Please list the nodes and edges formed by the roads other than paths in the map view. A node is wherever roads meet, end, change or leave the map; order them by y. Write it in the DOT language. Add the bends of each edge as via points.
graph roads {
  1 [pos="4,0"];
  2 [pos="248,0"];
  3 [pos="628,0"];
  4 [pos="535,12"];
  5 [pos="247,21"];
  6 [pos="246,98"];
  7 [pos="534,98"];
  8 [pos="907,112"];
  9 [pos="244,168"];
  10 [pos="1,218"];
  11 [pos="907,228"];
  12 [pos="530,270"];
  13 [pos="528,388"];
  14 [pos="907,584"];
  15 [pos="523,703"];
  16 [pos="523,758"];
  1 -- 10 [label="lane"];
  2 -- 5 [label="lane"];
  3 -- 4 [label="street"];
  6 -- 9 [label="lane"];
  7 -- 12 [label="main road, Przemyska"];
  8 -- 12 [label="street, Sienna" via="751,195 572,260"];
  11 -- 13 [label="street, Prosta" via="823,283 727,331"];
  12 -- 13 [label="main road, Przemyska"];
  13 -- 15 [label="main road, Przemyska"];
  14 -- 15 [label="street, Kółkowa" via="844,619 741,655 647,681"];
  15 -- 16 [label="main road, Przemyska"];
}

**REQUIRED WORK**.
Repeat the listing above line by line, exactly as written.

**TASK RESULT**.
Please list the nodes and edges formed by the roads other than paths in the map view. A node is wherever roads meet, end, change or leave the map; order them by y. Write it in the DOT language. Add the bends of each edge as via points.
graph roads {
  1 [pos="4,0"];
  2 [pos="248,0"];
  3 [pos="628,0"];
  4 [pos="535,12"];
  5 [pos="247,21"];
  6 [pos="246,98"];
  7 [pos="534,98"];
  8 [pos="907,112"];
  9 [pos="244,168"];
  10 [pos="1,218"];
  11 [pos="907,228"];
  12 [pos="530,270"];
  13 [pos="528,388"];
  14 [pos="907,584"];
  15 [pos="523,703"];
  16 [pos="523,758"];
  1 -- 10 [label="lane"];
  2 -- 5 [label="lane"];
  3 -- 4 [label="street"];
  6 -- 9 [label="lane"];
  7 -- 12 [label="main road, Przemyska"];
  8 -- 12 [label="street, Sienna" via="751,195 572,260"];
  11 -- 13 [label="street, Prosta" via="823,283 727,331"];
  12 -- 13 [label="main road, Przemyska"];
  13 -- 15 [label="main road, Przemyska"];
  14 -- 15 [label="street, Kółkowa" via="844,619 741,655 647,681"];
  15 -- 16 [label="main road, Przemyska"];
}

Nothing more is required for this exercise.